ISTANBUL—IATA has urged governments in Latin America to put incentives in place that would allow the region to emerge as one of the largest sustainable aviation fuel (SAF) producers worldwide.
Peter Cerda, IATA’s regional VP for the Americas, said leaders must implement the right policy framework that would allow private companies to establish the infrastructure necessary for SAF production, rather than imposing so-called green taxes on airlines.
“The countries that have made the most progress in the Americas so far are the U.S. and Canada, but when we look southward, the news is much bleaker,” Cerda said. “There is not one single SAF production site in operation at present.”
He emphasized that Latin America possesses the necessary raw materials for SAF production and investing in the industry would not only contribute to environmental goals but also generate employment and foster economic growth.
“We need to really change the mindset of governments in terms of what environmental responsibility is,” Cerda said. “For many of our governments in our region, it’s all about green taxation—it is much easier to tax the industry and using sustainability and the environment as excuse.”

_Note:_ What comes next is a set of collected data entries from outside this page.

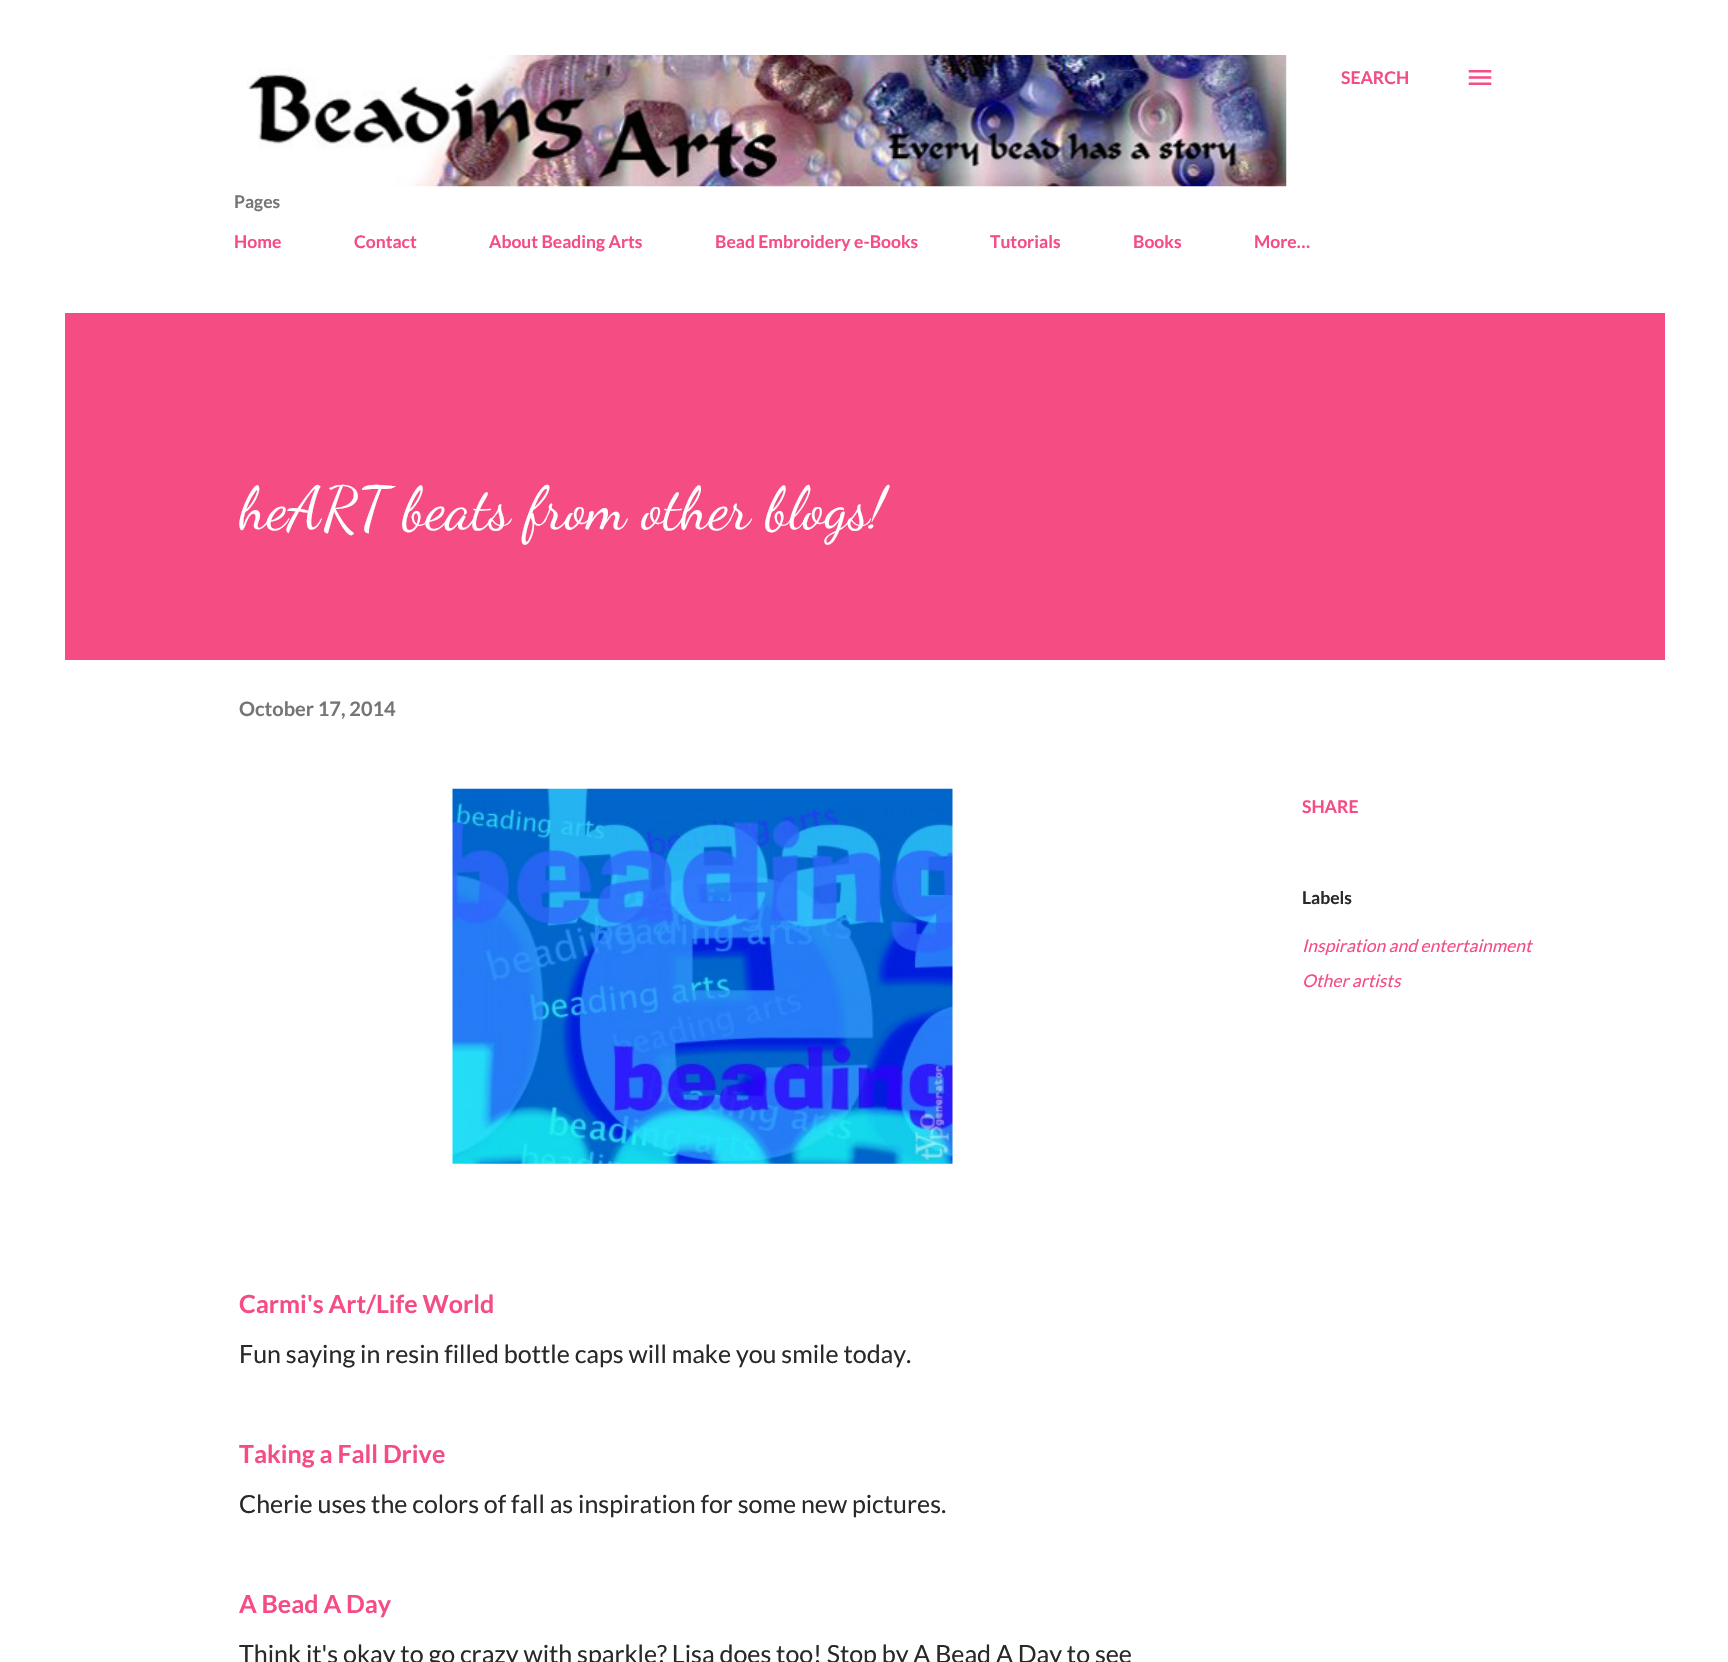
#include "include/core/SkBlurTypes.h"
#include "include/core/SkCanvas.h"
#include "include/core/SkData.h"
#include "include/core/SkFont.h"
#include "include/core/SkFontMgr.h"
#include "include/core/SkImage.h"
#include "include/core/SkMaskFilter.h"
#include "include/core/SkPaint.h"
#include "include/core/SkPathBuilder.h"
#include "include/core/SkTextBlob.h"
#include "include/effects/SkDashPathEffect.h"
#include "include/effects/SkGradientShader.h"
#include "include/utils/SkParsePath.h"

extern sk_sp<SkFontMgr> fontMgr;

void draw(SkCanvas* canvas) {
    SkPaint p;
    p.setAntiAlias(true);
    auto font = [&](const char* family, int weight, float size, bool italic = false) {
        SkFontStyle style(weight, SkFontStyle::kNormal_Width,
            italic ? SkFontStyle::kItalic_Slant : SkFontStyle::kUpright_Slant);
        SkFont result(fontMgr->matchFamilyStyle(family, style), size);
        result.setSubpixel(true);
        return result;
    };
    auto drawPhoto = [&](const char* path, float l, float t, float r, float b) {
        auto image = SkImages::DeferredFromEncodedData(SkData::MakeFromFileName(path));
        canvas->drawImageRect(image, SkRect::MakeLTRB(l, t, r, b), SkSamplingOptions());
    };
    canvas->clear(0xFFFFFFFF);
    drawPhoto("media/1.png", 247, 55, 1287, 187);
    auto font1 = font("Lato", 700, 17.5f);
    p.setColor(0xFFF44C83);
    canvas->drawString("SEARCH", 1341, 84, font1, p);
    drawPhoto("media/2.png", 1468, 70, 1492, 85);
    p.setColor(0xFF757575);
    canvas->drawString("Pages", 234, 208, font1, p);
    p.setColor(0xFFF44C83);
    {
        const struct { const char* s; float x, y; } items[] = {
            {"Home", 234, 248},
            {"Contact", 354, 248},
            {"About Beading Arts", 489, 248},
            {"Bead Embroidery e-Books", 715, 248},
            {"Tutorials", 990, 248},
            {"Books", 1133, 248},
            {"More…", 1254, 248},
        };
        for (auto [s, x, y] : items) {
            canvas->drawString(s, x, y, font1, p);
        }
    }
    canvas->drawRect(SkRect::MakeLTRB(65, 313, 1665, 660), p);
    auto font2 = font("Dancing Script", 400, 60);
    p.setColor(0xFFFFFFFF);
    canvas->drawString("heART beats from other blogs!", 239, 528, font2, p);
    auto font3 = font("Lato", 700, 20);
    p.setColor(0xFF757575);
    canvas->drawString("October 17, 2014", 239, 716, font3, p);
    p.setColor(0xFFF44C83);
    canvas->drawString("SHARE", 1302, 813, font1, p);
    p.setColor(0xFF292929);
    canvas->drawString("Labels", 1302, 904, font1, p);
    auto font4 = font("Lato", 400, 17.5f, true);
    p.setColor(0xFFF44C83);
    canvas->drawString("Inspiration and entertainment", 1302, 952, font4, p);
    canvas->drawString("Other artists", 1302, 987, font4, p);
    drawPhoto("media/3.png", 452, 788, 953, 1164);
    auto font5 = font("Lato", 700, 25);
    canvas->drawString("Carmi's Art/Life World", 239, 1313, font5, p);
    auto font6 = font("Lato", 400, 25);
    p.setColor(0xFF292929);
    canvas->drawString("Fun saying in resin filled bottle caps will make you smile today.", 239, 1363, font6, p);
    p.setColor(0xFFF44C83);
    canvas->drawString("Taking a Fall Drive", 239, 1463, font5, p);
    p.setColor(0xFF292929);
    canvas->drawString("Cherie uses the colors of fall as inspiration for some new pictures.", 239, 1513, font6, p);
    p.setColor(0xFFF44C83);
    canvas->drawString("A Bead A Day", 239, 1613, font5, p);
    p.setColor(0xFF292929);
    canvas->drawString("Think it's okay to go crazy with sparkle? Lisa does too! Stop by A Bead A Day to see", 239, 1663, font6, p);
}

According to IATA estimates, Latin America and the Caribbean have the potential to produce between 130 billion and 200 billion liters (34 billion and 53 billion gal.) of SAF annually. However, Cerda said that airlines arriving in Latin America using SAF have to rely on conventional fuel when departing.
“What we need is for governments to understand the importance of implementing the right regulatory regimes that will incentivize the private sector to invest in SAF infrastructure and development,” he added. “And we are currently a very long way from being able to achieve that goal.”